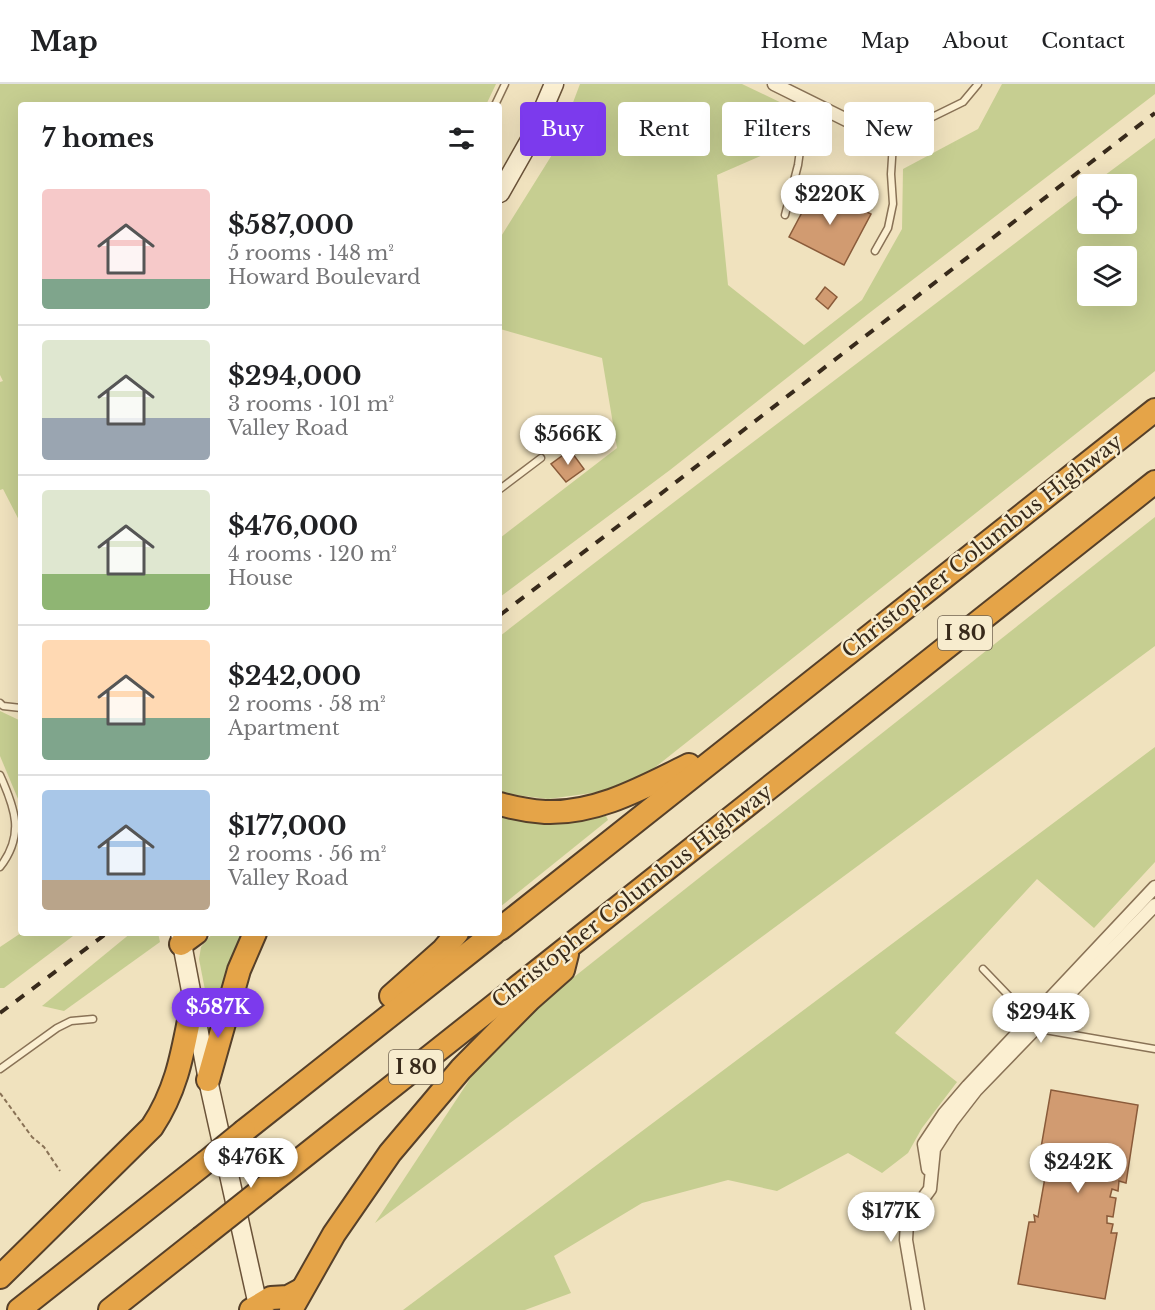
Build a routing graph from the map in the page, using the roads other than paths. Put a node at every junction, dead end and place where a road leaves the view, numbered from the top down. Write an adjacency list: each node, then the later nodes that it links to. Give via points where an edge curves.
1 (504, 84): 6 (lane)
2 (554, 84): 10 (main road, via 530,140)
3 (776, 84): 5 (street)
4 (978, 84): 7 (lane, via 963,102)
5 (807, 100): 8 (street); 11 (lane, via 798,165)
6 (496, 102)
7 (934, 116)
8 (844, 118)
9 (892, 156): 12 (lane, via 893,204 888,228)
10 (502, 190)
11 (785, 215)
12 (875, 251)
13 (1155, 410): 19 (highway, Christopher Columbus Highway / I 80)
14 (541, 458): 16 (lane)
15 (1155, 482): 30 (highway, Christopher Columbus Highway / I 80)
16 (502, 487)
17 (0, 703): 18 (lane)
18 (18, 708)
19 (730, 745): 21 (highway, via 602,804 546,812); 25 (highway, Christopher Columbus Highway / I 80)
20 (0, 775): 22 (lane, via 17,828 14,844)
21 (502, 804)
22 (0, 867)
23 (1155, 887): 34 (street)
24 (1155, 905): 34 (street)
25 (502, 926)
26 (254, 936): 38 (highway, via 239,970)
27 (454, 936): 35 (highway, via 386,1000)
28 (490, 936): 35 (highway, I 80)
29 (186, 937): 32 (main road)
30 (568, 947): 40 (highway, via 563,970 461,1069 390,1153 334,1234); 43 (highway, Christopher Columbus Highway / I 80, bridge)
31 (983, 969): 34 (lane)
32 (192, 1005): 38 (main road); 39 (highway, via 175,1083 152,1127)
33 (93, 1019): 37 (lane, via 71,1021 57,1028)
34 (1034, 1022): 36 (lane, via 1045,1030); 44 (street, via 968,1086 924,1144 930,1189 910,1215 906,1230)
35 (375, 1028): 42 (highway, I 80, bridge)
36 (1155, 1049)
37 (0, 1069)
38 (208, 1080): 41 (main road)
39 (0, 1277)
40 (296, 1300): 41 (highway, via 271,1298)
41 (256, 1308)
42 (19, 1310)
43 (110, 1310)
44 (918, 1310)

____

> Task objective
Only the number of lines above that contain "highway" should be given as the answer.

> Result of this exercise
10